Limitations and Recommendations
This study used a convenience sample of nursing students from a single baccalaureate prelicensure program in Hong Kong. Responses from a more ethnically, racially, or geographically diverse group may provide different insights to the nursing students’ experiences. Quantitative research methods may be considered to examine the effects of barriers on the outcomes of clinical learning for male prelicensure nursing students. Thus, future research may seek large, diverse samples from multiple geographical areas to quantitatively examine male nursing students’ experiences. More research is recommended on male nursing student experiences to ensure that interventions aimed at improving the clinical learning process and experiences of male nursing students can be identified and tested.
5. Conclusions
The findings of this qualitative descriptive study indicate that, occasionally, gender bias exists in the clinical practicum setting of prelicensure undergraduate nursing education, and that there is a need to improve teaching and mentoring practices in clinical settings. Dissatisfaction with clinical training may result when male students perceive that learning opportunities are not fairly distributed among students due to gender concerns by nursing staff. Hence, clinical nurses and mentors should be cognizant of the negative implications associated with the uneven distribution of assignments or work based on gender-related characteristics. Alienation and feelings of exclusion were described by the participants as most strongly in the obstetrics practicum. Importantly, this study added to the literature that the language used by female nurses in their communication (which may not necessarily carry educational value) may aggravate the perceptions of male nursing students toward the inclusiveness of the learning environment. Judgmental claims by staff nurses tend to lead to negative feelings among students, particularly when such claims may devalue and/or trivialize the roles of male nurses in the profession. We thus recommend future interventions to increase staff self-awareness of the use of biased language in communicating with students.

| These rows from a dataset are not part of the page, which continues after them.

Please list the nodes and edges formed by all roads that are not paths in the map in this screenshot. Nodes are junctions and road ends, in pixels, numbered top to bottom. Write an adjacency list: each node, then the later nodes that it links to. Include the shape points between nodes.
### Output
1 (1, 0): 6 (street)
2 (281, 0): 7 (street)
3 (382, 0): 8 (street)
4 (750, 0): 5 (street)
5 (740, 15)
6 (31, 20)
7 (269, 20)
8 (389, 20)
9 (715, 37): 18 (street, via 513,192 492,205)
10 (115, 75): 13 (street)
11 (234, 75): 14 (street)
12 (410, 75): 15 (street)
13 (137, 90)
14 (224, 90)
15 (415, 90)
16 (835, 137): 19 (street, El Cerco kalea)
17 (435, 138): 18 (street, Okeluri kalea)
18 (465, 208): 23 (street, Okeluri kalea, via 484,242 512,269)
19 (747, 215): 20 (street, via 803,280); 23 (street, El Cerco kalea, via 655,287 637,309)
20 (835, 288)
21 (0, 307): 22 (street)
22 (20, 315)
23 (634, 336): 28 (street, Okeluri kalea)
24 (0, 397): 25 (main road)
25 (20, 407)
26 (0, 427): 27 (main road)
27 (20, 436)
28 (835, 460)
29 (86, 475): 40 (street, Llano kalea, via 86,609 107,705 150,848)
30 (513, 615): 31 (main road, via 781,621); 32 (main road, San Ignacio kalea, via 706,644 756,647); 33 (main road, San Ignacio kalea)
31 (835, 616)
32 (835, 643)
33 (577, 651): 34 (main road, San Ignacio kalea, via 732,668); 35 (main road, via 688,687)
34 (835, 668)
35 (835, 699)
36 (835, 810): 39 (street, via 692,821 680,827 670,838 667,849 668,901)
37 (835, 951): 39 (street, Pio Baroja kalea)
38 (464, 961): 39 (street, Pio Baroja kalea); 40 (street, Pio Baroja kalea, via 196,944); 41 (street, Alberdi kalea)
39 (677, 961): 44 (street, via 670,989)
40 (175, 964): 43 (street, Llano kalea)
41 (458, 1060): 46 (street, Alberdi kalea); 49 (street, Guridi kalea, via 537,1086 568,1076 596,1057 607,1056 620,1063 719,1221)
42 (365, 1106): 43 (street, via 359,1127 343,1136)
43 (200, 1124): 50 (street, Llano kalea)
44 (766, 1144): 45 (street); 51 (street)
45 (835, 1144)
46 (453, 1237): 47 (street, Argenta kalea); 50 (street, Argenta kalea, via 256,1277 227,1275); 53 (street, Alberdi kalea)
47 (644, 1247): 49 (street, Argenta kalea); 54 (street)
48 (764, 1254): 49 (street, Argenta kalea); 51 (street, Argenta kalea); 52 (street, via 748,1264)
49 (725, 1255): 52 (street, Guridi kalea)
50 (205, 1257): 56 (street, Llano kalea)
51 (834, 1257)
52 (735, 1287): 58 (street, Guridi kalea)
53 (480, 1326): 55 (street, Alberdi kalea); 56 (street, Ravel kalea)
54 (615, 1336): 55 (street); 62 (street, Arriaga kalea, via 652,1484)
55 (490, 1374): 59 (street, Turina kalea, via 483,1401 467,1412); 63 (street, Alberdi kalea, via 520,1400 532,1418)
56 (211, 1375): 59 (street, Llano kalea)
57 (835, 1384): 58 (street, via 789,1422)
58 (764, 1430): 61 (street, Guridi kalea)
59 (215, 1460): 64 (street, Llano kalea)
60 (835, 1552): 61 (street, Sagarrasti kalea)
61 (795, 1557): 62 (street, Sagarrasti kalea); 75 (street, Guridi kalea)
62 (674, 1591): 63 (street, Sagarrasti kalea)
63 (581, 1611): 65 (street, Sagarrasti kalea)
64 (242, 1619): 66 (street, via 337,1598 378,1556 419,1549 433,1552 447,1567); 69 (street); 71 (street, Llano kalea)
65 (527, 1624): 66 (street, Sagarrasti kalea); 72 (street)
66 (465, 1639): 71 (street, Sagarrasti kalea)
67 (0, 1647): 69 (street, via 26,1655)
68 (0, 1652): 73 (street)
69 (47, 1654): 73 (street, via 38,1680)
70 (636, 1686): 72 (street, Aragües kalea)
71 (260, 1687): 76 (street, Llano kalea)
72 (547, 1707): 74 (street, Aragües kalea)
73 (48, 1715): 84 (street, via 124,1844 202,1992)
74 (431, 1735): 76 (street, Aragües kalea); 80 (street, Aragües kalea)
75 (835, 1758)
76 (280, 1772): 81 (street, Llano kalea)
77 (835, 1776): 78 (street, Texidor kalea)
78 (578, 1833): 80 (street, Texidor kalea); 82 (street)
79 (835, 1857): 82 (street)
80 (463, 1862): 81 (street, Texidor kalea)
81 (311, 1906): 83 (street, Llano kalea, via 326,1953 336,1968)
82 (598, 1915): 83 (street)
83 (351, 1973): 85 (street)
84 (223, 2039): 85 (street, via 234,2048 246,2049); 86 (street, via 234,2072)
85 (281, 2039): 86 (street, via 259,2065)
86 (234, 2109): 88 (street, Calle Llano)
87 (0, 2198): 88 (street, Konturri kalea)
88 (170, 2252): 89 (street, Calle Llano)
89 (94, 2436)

In addition, participants expressed that there is a need for more male role models for role socialization and psychological and learning support for male nursing students. Based on our study findings, we therefore suggest that interventions (such as increasing the accessibility and number of male role models as clinical mentors) may be considered to create a more welcoming and inclusive learning environment for male nursing students at clinical sites. Nevertheless, in the academic/didactic setting, participants acknowledged the considerate attitude of faculty toward gender diversity and found gender bias issues arising from teaching methods to be minimal compared to what they experienced in clinical environments. Finally, in order to promote the learning of male nursing students, faculty and practicing nurses must work together to address potential gender biases in the clinical arena.